▶ Work task:
Every line of the data that includes "overflow" should be copied out.

▶ Information supplied:

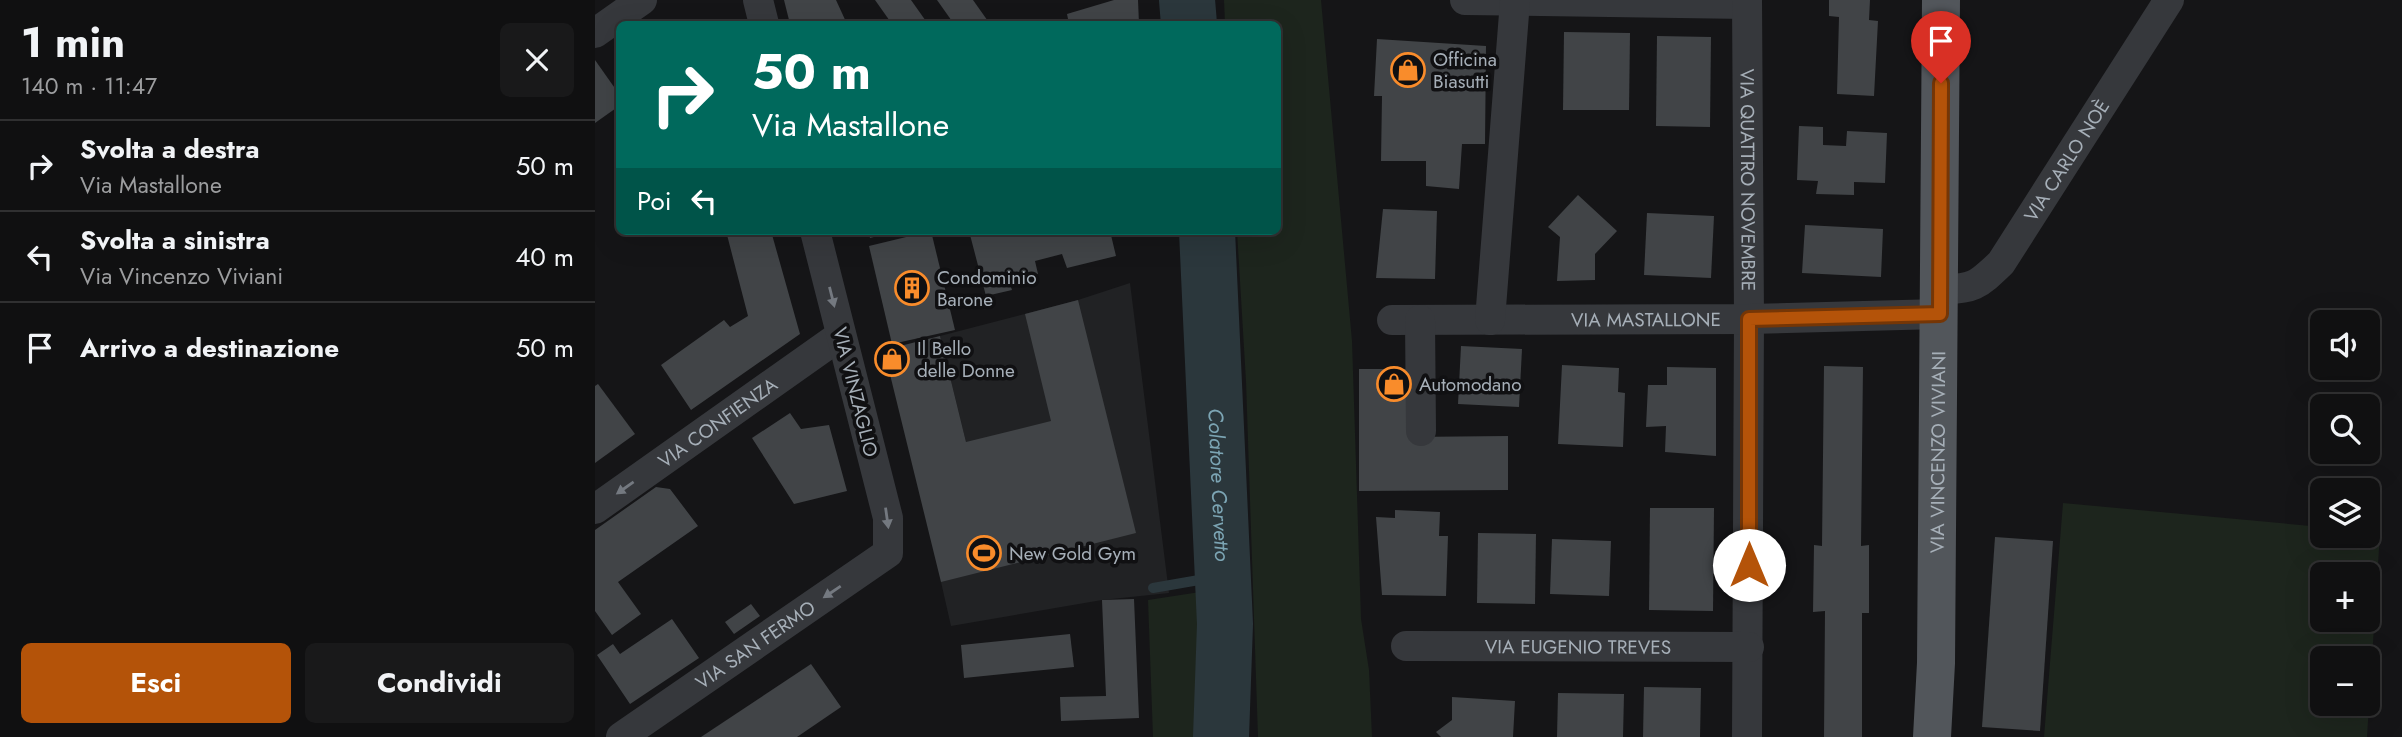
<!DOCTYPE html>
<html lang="it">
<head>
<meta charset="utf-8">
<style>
  body { margin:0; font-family:Jost,sans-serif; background:#19191a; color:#f1f3f6; height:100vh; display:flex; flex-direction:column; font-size:26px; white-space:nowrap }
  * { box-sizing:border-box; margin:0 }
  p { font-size:23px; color:#9c9d9f }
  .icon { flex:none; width:38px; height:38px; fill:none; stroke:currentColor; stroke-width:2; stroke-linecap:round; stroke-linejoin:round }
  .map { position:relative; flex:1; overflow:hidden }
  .side { display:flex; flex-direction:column; background:#101011; width:595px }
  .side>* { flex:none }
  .guide { position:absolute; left:21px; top:21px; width:665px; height:214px; border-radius:10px; box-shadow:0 7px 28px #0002,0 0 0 2px #303031; background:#00695c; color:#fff; overflow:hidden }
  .tools { position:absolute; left:1715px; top:310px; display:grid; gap:14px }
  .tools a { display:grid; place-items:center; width:70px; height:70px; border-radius:10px; background:#101011; box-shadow:0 7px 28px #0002,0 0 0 2px #303031; font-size:35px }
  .pin { position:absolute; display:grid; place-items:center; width:60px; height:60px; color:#fff; margin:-72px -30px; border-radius:50% 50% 50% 0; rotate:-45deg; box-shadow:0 0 7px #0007 }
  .pin .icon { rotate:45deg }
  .me { position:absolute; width:77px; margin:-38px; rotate:0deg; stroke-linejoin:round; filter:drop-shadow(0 0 5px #0008) }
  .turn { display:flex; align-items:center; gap:24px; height:147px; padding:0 21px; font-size:32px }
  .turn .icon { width:91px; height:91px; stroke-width:2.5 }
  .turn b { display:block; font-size:49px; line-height:60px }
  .then { display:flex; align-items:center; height:66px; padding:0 21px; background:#0003; gap:14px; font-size:26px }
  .round { display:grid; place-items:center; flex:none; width:74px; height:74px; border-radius:10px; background:#19191a }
  .headline { display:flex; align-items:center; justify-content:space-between; height:119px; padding:0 21px }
  h1 { font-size:42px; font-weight:700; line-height:52px }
  .cta { display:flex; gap:14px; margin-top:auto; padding:14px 21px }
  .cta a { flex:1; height:80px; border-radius:10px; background:#b45309; color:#fff; font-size:28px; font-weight:700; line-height:80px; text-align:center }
  .cta a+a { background:#19191a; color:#f1f3f6 }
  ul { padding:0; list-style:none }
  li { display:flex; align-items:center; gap:21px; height:91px; padding:0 21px; border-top:2px solid #303031 }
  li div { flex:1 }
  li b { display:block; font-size:26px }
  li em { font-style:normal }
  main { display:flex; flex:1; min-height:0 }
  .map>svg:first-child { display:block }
  .built { fill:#212224 }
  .green { fill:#1d251d; fill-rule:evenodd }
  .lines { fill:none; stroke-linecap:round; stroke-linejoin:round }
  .stream { stroke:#2b373c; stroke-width:10 }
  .river { stroke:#2b373c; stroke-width:56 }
  .building { fill:#414447 }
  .minor { stroke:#36383c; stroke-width:30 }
  .major { stroke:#52565b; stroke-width:38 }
  .oneway { fill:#747980 }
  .route-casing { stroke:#753606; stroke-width:18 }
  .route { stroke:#b45309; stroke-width:12 }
  .labels { text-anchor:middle; stroke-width:7; stroke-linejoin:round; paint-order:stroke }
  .poi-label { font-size:19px; fill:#a6afb8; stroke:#101012; text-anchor:start }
  .street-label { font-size:19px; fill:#a6afb8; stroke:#101012 }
  .water-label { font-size:21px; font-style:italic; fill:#7ca5b4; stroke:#101012 }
</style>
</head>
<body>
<main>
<section class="side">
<div class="headline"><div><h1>1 min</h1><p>140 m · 11:47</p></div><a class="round"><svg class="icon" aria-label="close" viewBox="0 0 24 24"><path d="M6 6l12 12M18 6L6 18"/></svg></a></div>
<ul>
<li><svg class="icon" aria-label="right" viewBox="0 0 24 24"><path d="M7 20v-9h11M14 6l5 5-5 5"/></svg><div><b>Svolta a destra</b><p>Via Mastallone</p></div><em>50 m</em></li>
<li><svg class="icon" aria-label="left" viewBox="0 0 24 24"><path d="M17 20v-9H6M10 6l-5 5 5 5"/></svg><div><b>Svolta a sinistra</b><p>Via Vincenzo Viviani</p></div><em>40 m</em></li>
<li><svg class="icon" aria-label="arrive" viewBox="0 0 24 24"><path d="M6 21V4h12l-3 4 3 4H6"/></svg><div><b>Arrivo a destinazione</b></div><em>50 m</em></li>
</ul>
<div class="cta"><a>Esci</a><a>Condividi</a></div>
</section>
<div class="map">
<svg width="1807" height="737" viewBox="0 0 1807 737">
  <rect width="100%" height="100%" fill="#151517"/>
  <path class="built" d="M535,283L574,593L507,600L356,626L346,582L371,442L345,336L483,300Z"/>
  <g class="green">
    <path d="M629,0H726L757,341L766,619L774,670L777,737H663L651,381L642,231H682V24H630Z"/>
    <path d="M1468,503L1727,527V536H1773V532L1785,533L1772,737H1449ZM1727,574H1773V620H1727ZM1727,658H1773V704H1727Z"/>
    <path d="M618,590L607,737H558L553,600Z"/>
  </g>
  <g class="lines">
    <path class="stream" d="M558,588L627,576"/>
    <g class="river">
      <path d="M592,0L594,24"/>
      <path id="s1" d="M612,231L630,624L626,737"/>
    </g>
  </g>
  <g class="building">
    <path d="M189,0H241L252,24H195Z"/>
    <path d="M280,0H316L333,24H297Z"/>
    <path d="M342,0H378L395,24H359Z"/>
    <path d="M519,0H543L544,24H474L472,14Z"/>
    <path d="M1234,0H1275L1274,20L1283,21L1279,96L1242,94L1244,17L1234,16Z"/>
    <path d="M969,32L1035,33L1034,110H968Z"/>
    <path d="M1062,36L1116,37L1115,127L1061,126Z"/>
    <path d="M782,39L891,46L890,144H867L864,189L831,186V161H786L787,96H779Z"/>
    <path d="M0,60L24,94V106L0,123Z"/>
    <path d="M1204,126L1228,127V145L1251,146L1252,131L1292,133L1290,183L1259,182V195L1221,194L1223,181L1202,180Z"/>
    <path d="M983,195L1022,231L1000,254V280L962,281L965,237L953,227Z"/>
    <path d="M788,209L842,211L840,279L781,278Z"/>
    <path d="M1052,213L1119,216L1116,278L1049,275Z"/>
    <path d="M1210,225L1288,229L1286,277L1207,273Z"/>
    <path d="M131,231H176L205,334L96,410L66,365L129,320L135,327L153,316Z"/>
    <path d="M273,231H298V232L275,238Z"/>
    <path d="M336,231L360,330L297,344L274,246Z"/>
    <path d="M374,231H515L521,256L472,268L467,254L440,261L443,274L414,281L417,290L391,296Z"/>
    <path d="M483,300L541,533L346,582L289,350L345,336L371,442L456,421L430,314Z"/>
    <path d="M866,346L927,349L924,407L863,404Z"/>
    <path d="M967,365L1024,368L1023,392L1030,393L1028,447L963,444Z"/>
    <path d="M1229,366L1268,367L1266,546L1274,545V613H1267V737H1229L1230,611L1218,612L1219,545L1227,546Z"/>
    <path d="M1072,367L1121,368V456L1070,452L1071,426L1051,427L1053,385H1072Z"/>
    <path d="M764,369H814V437L913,436V490L764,491Z"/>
    <path d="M3,384L40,434L0,463V386Z"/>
    <path d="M195,413L206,429L234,425L252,491L199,504L157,438Z"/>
    <path d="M61,487L75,489L103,526L23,582L46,614L17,635L0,611V530Z"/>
    <path d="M1055,508H1119L1118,611L1054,610Z"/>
    <path d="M800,510L845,512L844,536H853L851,596L787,595L781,517L800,518Z"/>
    <path d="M883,533L941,534L940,604L882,603Z"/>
    <path d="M1400,537L1458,541L1445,731L1387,727Z"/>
    <path d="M957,539L1016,541L1014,596L955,594Z"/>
    <path d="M539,599L544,718L466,721L465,697L511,696L507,600Z"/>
    <path d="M156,604L165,616L139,634L130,622Z"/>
    <path d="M77,619L104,658L35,704L2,655L18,644L25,654Z"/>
    <path d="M475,634L479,667L369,678L366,645Z"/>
    <path d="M216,664L246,707L202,737H106Z"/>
    <path d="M1049,687L1106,688L1105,737H1048Z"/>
    <path d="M963,693L1029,694L1028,737H962Z"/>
    <path d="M857,697L920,701L918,737H846L841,732L857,720Z"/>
  </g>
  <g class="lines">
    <g class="minor">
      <path d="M163,0L169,24"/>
      <path d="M870,0L1152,4"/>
      <path id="s2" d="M1152,0L1154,319L1152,737"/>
      <path d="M0,33L47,0"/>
      <path id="s3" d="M1345,289C1378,290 1383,285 1406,263L1574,0"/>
      <path id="s4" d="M797,320L1154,319L1345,314"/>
      <path d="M825,320L826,431"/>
      <path d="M895,320L920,1"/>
      <path id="s5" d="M0,509L246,335"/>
      <path id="s6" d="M811,646L1154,647"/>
      <path id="s7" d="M26,737L293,553V518L220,231"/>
    </g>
    <path class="major" id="s8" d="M1337,737L1341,663L1346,0"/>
  </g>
  <defs><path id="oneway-solid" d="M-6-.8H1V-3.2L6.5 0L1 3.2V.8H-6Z" transform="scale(1.75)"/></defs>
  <g class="oneway">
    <use href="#oneway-solid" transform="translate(237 297) rotate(76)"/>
    <use href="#oneway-solid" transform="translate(30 488) rotate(145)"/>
    <use href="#oneway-solid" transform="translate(292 518) rotate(82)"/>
    <use href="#oneway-solid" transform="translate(237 592) rotate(146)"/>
  </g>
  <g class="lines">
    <g class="route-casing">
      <path id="route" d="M1154,565V319L1345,314L1346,83"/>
    </g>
    <use href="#route" class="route"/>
  </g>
  <defs>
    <g id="shop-ring" transform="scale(1.75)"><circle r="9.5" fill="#101012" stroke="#f98c2b" stroke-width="1.5"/><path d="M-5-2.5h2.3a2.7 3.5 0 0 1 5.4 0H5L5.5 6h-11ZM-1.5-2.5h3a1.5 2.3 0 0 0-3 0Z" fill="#f98c2b"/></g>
    <g id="building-ring" transform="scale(1.75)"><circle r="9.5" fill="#101012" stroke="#f98c2b" stroke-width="1.5"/><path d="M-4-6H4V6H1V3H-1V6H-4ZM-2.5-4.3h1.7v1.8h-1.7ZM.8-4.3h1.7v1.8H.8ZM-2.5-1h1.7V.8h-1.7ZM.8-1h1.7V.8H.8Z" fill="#f98c2b"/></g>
    <g id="stadium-ring" transform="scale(1.75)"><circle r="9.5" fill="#101012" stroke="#f98c2b" stroke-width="1.5"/><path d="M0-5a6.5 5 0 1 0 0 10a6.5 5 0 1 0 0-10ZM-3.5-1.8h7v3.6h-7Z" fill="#f98c2b"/></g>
  </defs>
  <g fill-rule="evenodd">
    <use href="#shop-ring" x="813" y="70"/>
    <use href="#building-ring" x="317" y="288"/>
    <use href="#shop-ring" x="297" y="359"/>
    <use href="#shop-ring" x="799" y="384"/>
    <use href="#stadium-ring" x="389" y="553"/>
  </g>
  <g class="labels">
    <g class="poi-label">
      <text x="838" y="66">Officina<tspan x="838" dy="22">Biasutti</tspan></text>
      <text x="342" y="284">Condominio<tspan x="342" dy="22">Barone</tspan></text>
      <text x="322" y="355">Il Bello<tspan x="322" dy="22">delle Donne</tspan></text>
      <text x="824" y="391">Automodano</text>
      <text x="414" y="560">New Gold Gym</text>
    </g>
    <g class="street-label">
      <text dy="7" stroke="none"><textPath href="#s3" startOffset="191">VIA CARLO NOÈ</textPath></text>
      <text dy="7" stroke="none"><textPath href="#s2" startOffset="180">VIA QUATTRO NOVEMBRE</textPath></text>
      <text dy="7" stroke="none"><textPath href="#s4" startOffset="254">VIA MASTALLONE</textPath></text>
      <text transform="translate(261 392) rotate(76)" y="7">VIA VINZAGLIO</text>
      <text dy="7" stroke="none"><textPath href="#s5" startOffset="150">VIA CONFIENZA</textPath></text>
      <text dy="7" stroke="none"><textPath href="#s8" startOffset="285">VIA VINCENZO VIVIANI</textPath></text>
      <text dy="7" stroke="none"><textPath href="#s7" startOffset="163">VIA SAN FERMO</textPath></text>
      <text dy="7" stroke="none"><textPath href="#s6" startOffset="172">VIA EUGENIO TREVES</textPath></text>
    </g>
    <g class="water-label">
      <text dy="7" stroke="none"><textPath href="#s1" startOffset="254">Colatore Cervetto</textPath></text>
    </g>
  </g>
</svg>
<div class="tools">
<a><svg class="icon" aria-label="sound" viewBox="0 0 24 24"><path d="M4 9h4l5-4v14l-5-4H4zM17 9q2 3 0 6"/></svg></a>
<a><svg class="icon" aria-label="search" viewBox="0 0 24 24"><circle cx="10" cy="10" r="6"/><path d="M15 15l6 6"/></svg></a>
<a><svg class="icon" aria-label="layers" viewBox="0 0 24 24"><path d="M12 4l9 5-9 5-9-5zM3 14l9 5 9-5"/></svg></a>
<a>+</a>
<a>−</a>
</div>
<div class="pin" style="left:1346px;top:83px;background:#d93025"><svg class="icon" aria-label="arrive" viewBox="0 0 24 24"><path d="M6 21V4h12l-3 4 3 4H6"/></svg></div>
<svg class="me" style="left:1154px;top:565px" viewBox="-20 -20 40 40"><circle r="19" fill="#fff"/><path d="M0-13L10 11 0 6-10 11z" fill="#b45309"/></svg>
<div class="guide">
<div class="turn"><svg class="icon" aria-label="right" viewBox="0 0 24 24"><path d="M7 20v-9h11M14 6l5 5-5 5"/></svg><div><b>50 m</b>Via Mastallone</div></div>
<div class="then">Poi<svg class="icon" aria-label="left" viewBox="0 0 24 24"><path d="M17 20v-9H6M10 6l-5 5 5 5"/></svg></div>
</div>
</div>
</main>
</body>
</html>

▶ Reply to the task:
  .map { position:relative; flex:1; overflow:hidden }
  .guide { position:absolute; left:21px; top:21px; width:665px; height:214px; border-radius:10px; box-shadow:0 7px 28px #0002,0 0 0 2px #303031; background:#00695c; color:#fff; overflow:hidden }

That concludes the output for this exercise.